WideWebWitch · 29/01/2006 20:24

Spooky, I keep posting exactly the same as other people, freckle's post wasn't there when I started typing mine!

Trinab75 · 29/01/2006 20:25

No we are not married as yet, and he has agreed to sign a deed of trust which states I recieve some of my deposit plus 50/50 share of the remaining equity if we were to split. Although I have been told these deeds are not foolproof.

We tried relate before just after my son was born, as things were really bad between us then, we have been much better since although there is still that underlying atmosphere you sometimes get when there has been water under the bridge and the occasional fierce row, but when we are good we are really good, we have such a laugh most people cant believe we have been together so long.

OP posts:
WideWebWitch · 29/01/2006 20:27

Hmm. some of your deposit? And 50/50? What's he putting in?

Freckle · 29/01/2006 20:31

Yes, that seems odd. Why should you only get back some of your deposit? You should get all of it back, plus more than 50% of the balance as, without your deposit, there wouldn't be any equity to share.

And 10 years isn't that long.

Trinab75 · 29/01/2006 20:31

I know the water thing was a really crap example wasnt it, but it obviously means alot to me as I keep thinking back to it, oh dear maybe i should get out more.

Well I definately need some more time to think about this especially as now I can bring your thoughts into the equation.

OP posts:
Trinab75 · 29/01/2006 20:33

He is going to be paying the entire monthly outgoings for the new house and has contributed towards outgoings for many years in this house.

OP posts:
Pip · 29/01/2006 20:40

This is a difficult one, but I would say trust your instincts. If you are having any doubts then don´t sell your house.
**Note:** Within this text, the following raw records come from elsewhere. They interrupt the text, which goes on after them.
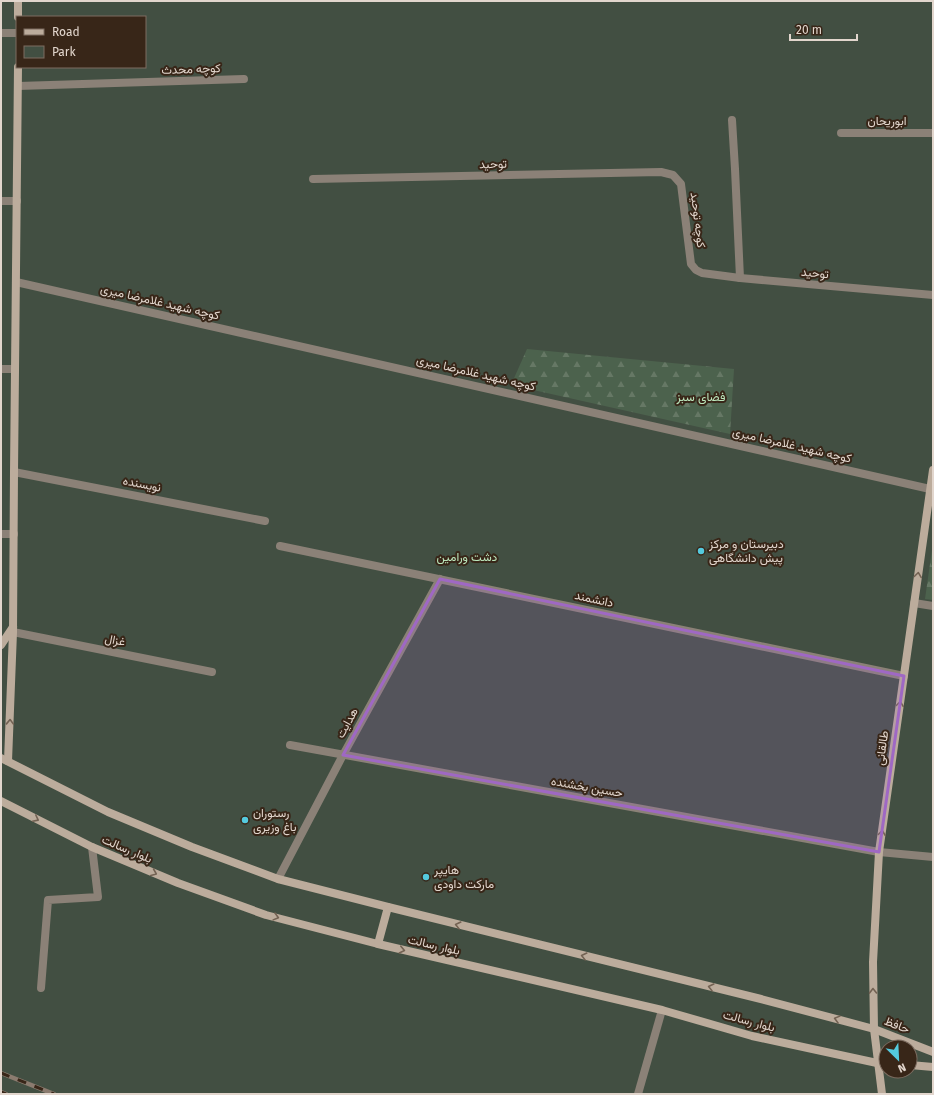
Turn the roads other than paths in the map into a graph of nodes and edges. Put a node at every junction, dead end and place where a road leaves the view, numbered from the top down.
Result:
1 (18, 1) edge
2 (18, 16) edge
3 (1, 33) edge
4 (16, 33) edge
5 (18, 68) edge
6 (244, 80) dead end
7 (18, 86) junction
8 (732, 120) dead end
9 (841, 133) dead end
10 (933, 133) edge
11 (673, 175) joint
12 (313, 179) dead end
13 (1, 201) edge
14 (17, 202) junction
15 (696, 270) joint
16 (740, 278) junction
17 (16, 282) junction
18 (933, 295) edge
19 (1, 368) edge
20 (15, 369) junction
21 (933, 470) edge
22 (14, 472) junction
23 (930, 488) junction
24 (265, 521) dead end
25 (1, 534) edge
26 (14, 534) junction
27 (280, 546) dead end
28 (440, 579) junction
29 (914, 603) junction
30 (933, 606) edge
31 (13, 629) junction
32 (1, 645) edge
33 (212, 672) dead end
34 (904, 676) junction
35 (290, 745) dead end
36 (343, 755) junction
37 (4, 760) edge
38 (1, 801) edge
39 (92, 847) junction
40 (879, 852) junction
41 (933, 857) edge
42 (278, 879) junction
43 (388, 907) junction
44 (378, 944) junction
45 (41, 988) dead end
46 (662, 1010) junction
47 (874, 1030) junction
48 (878, 1046) edge
49 (933, 1052) edge
50 (878, 1062) edge
51 (918, 1065) edge
52 (933, 1066) edge
53 (881, 1079) edge
54 (881, 1093) edge
55 (638, 1094) edge

1 - 2 main road
3 - 4 street
5 - 7 main road
6 - 7 street, کوچه محدث
7 - 14 main road
8 - 16 street
9 - 10 street, ابوریحان
11 - 12 street, توحید
11 - 15 street, کوچه توحید
13 - 14 street
14 - 17 main road
15 - 16 street, توحید
16 - 18 street, توحید
17 - 20 main road
17 - 23 street, کوچه شهید غلامرضا میری
19 - 20 street
20 - 22 main road
21 - 23 main road, طالقانی
22 - 24 street, نویسنده
22 - 26 main road
29 -> 23 main road, طالقانی
25 - 26 street
26 - 31 main road
27 - 28 street, دانشمند
28 - 34 street, دانشمند
28 - 36 street, هدایت
29 - 30 street
29 - 34 main road, طالقانی
31 - 32 main road
31 - 33 street, غزال
37 -> 31 main road
40 -> 34 main road, طالقانی
35 - 36 street, حسین بخشنده
36 - 40 street, حسین بخشنده
36 - 42 street, هدایت
37 - 42 main road, بلوار رسالت
38 -> 39 main road, بلوار رسالت
39 -> 44 main road, بلوار رسالت
39 - 45 street
40 - 41 street, حسین بخشنده
47 -> 40 main road, طالقانی
42 - 43 main road, بلوار رسالت
43 - 44 main road
47 -> 43 main road, بلوار رسالت
44 -> 46 main road, بلوار رسالت
46 - 50 main road, بلوار رسالت
46 - 55 street
47 - 48 main road, طالقانی
47 - 49 main road, حافظ
51 - 52 main road
53 - 54 main road, طالقانی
The stress you go through now won´t be as bad as the stress if you did move in together and then things didn´t work out. You have your son to consider to so I would make sure that you are 100 % committed before moving in together.

It sounds like you need some time to think this through. Good luck.

Yummymummy24 · 29/01/2006 23:50

I put all the deposit in and was having serious doubts about dp. It's all turned out ok, i still get back all deposit and half equity if it goes wrong and he's paying the mortgage. I'm off work with the kids. Maybe try relate again but i don't think you should care about the buyers/sellers. This is your life we're talking about!!!!!

Trinab75 · 30/01/2006 10:42

PIP
The thing is I cant work out whether my instincts are telling me not to go ahead because I deep down feel It is wrong or just because the thought of not being as entirely independant and self sufficient scares the hell out of me.

Thanks for some insight into your situation Yummymummy24, I would be getting a good chunk of my deposit back as well as 50/50 equity so I do have that security, I think its more worrying about all the other complications such as getting the money back and finding somewhere else to live if anything did go wrong thats getting to me, as I have seen so many people around us go through this and I am petrified in case it ever happened to me as I do not have family to fall back on.

My partner can completely understand why I am feeling this way, but it is wearing thin now, to the point he has said for me to pull out if the prospect of living jointly with him is so bad. But I know if I did this it would seriously damage our relationship.

I would hope things would improve if we moved as I have found myself picking up on every minor thing he does to annoy me and being extremely intolerent lately and obviously have had the pressure of the move weighing on me.

I am glad things worked out for you Yummymummy, maybe it is entirely naural to have such doubts at such a time.